Silence fell. On my part, a wounded silence, for all I’d tried to do was take his mind off things with entertaining chit-chat. I moved an inch or two away from him in a marked manner. The Woosters do not force their conversation on the unwilling.

All this time Bartholomew had been trying to join us, making a series of energetic springs. Fortunately Providence in its infinite wisdom had given Scotties short legs, and though full of the will to win he could accomplish nothing constructive. However much an Aberdeen terrier may bear ‘mid snow and ice a banner with the strange device Excelsior, he nearly always has to be content with dirty looks and the sharp, passionate bark.

Some minutes later my fellow-rooster came out of the silence. No doubt the haughtiness of my manner had intimidated him, for there was a mildness in his voice which had not been there before.

‘Mr.
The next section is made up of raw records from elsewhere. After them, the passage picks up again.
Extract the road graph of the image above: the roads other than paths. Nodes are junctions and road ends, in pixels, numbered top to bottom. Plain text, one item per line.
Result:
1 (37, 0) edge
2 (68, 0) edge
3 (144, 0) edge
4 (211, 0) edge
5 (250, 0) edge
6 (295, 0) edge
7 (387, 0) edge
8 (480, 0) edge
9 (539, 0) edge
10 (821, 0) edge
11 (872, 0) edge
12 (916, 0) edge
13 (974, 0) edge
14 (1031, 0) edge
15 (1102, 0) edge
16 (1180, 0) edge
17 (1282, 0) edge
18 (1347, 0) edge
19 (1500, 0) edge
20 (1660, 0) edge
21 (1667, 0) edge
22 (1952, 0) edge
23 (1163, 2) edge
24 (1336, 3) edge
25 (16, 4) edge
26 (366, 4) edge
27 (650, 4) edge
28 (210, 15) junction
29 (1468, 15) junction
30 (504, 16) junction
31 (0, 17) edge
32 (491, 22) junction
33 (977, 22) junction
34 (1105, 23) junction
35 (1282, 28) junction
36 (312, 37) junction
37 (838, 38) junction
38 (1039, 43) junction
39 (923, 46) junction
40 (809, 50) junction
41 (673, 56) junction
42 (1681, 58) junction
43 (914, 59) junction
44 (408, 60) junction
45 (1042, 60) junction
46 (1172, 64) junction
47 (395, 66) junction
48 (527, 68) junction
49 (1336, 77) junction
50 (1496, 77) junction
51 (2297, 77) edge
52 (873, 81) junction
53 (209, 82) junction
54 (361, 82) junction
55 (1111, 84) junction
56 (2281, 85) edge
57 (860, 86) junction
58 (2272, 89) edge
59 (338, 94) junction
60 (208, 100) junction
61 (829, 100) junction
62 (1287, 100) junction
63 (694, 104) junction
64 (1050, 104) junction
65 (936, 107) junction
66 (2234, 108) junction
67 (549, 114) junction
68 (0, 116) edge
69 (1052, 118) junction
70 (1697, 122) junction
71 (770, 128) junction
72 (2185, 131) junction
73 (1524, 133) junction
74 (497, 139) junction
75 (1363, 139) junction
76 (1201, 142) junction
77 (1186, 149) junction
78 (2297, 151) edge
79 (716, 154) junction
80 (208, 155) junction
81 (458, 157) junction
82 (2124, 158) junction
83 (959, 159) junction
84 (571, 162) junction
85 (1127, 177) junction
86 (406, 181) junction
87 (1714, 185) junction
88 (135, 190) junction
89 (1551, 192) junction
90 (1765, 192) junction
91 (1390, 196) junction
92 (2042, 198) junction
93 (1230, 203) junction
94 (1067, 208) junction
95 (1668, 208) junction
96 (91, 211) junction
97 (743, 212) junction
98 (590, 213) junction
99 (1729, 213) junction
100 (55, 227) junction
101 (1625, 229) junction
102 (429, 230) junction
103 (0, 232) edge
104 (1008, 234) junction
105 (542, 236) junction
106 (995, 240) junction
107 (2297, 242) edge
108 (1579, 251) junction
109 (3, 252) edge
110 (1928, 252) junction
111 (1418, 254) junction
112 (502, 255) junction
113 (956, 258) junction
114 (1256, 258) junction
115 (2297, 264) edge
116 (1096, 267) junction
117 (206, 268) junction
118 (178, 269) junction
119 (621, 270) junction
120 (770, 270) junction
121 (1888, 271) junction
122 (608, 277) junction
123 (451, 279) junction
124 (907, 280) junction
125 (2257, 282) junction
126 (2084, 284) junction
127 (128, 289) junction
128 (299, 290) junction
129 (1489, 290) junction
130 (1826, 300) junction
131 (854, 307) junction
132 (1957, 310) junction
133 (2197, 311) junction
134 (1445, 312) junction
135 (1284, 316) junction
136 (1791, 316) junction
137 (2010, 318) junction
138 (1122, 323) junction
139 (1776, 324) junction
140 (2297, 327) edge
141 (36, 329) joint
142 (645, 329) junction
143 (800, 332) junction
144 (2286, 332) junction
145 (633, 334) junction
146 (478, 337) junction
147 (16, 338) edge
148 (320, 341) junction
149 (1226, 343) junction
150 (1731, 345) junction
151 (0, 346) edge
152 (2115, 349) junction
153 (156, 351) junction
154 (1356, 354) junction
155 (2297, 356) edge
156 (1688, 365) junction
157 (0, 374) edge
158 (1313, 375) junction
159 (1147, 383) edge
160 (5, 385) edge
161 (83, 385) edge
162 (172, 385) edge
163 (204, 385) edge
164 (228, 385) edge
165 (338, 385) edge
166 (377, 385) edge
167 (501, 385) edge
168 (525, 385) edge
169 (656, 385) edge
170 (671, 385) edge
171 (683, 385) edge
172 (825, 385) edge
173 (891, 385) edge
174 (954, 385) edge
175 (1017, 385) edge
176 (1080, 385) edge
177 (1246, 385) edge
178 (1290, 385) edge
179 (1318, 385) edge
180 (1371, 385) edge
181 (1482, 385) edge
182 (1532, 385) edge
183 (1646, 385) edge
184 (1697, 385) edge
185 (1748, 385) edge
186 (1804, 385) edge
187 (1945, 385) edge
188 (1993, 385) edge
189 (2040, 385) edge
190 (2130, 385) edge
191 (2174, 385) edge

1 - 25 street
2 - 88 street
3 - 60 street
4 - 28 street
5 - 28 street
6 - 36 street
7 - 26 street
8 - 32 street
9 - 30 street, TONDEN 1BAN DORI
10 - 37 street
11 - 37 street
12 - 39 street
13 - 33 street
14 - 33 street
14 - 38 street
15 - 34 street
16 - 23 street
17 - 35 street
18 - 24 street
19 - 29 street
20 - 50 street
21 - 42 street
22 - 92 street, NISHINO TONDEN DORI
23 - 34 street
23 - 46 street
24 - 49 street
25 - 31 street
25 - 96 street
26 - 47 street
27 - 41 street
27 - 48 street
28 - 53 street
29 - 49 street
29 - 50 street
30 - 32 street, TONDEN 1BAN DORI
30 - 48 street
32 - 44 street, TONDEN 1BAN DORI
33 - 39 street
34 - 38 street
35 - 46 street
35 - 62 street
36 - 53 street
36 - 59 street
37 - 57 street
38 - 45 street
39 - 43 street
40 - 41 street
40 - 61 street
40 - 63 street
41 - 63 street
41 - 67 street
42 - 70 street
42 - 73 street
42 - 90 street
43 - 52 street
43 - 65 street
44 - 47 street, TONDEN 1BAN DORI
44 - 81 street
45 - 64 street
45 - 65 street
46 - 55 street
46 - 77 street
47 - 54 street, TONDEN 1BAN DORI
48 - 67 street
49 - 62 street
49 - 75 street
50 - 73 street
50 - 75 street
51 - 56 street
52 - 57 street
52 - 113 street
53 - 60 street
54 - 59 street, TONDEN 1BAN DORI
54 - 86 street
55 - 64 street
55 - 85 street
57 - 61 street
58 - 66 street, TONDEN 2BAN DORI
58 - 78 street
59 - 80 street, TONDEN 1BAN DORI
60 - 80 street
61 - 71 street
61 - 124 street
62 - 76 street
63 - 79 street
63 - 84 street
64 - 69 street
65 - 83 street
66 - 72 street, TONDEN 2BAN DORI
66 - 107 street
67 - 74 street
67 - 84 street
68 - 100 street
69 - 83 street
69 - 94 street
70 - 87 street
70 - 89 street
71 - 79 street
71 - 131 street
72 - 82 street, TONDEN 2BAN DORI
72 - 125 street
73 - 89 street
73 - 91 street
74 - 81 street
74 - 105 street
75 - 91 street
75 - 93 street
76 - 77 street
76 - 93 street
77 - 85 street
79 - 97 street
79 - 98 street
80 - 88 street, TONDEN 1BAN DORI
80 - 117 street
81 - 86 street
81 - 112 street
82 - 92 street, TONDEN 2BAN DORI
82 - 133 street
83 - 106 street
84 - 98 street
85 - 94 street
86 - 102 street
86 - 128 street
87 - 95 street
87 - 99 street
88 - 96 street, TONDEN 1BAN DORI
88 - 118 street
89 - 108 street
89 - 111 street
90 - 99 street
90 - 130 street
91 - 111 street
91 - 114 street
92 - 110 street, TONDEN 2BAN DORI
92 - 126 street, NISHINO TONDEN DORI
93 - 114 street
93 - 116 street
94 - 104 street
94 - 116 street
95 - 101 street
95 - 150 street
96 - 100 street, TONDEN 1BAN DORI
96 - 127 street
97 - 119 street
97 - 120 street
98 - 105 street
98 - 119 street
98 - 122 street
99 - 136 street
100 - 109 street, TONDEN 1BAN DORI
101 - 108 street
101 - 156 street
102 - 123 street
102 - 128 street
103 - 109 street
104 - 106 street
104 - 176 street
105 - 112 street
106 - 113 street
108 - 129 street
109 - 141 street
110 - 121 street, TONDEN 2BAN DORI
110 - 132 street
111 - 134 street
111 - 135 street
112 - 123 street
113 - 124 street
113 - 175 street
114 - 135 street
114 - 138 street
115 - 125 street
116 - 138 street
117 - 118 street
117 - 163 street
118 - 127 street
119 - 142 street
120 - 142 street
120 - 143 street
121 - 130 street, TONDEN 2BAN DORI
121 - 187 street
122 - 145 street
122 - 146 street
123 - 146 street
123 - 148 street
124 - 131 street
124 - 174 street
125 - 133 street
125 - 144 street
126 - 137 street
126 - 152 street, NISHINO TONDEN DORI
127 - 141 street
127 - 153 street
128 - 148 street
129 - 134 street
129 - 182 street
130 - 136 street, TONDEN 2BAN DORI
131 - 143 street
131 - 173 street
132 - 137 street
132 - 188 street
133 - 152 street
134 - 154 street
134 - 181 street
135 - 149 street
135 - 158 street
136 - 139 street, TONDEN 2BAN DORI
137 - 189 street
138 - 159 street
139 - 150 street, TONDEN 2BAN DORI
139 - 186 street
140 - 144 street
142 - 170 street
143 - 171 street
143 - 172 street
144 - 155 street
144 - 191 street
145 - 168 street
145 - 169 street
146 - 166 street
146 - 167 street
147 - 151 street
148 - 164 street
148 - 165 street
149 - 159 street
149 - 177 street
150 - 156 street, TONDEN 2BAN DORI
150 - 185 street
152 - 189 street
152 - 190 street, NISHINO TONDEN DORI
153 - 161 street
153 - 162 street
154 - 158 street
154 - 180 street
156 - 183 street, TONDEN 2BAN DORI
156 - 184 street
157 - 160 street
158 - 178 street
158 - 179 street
Wooster.’

I turned coldly.

‘Were you addressing me, Bassett?’

‘There must be something we can do.’

‘You might fine the animal five pounds.’

‘We cannot stay here all night.’

‘Why not? What’s to stop us?’

This held him. He relapsed into silence once more. And we were sitting there like a couple of Trappist monks, when a voice said ‘Well, for heaven’s sake!’ and I perceived that Stiffy was with us.

Not surprising, of course, that she should have turned up sooner or later. If Scotties come, I ought to have said to myself, can Stiffy be far behind?

9

Considering that so substantial a part of her waking hours is devoted to thrusting innocent bystanders into the soup, Stiffy is far prettier than she has any right to be. She’s on the small side – petite, I believe, is the technical term – and I have always felt that when she and Stinker walk up the aisle together, if they ever do, their disparity in height should be good for a laugh or two from the ringside pews. The thought has occurred to me more than once that the correct response for Stinker to make, when asked by the M.C. if he is prepared to take this Stephanie to be his wedded wife, would be, ‘Why, certainly, what there is of her.’

‘What on earth do you two think you’re doing?’ she inquired, not unnaturally surprised to see her uncle and an old friend in our current position. ‘And why have you been upsetting the furniture?’

‘That was me,’ I said. ‘I bumped into the grandfather clock. I’m as bad as Stinker, aren’t I, bumping into things, ha-ha.’

‘Less of the ha-ha,’ she riposted warmly. ‘And don’t mention yourself in the same breath as my Harold. Well, that doesn’t explain why you’re sitting up there like a couple of buzzards on a tree top.’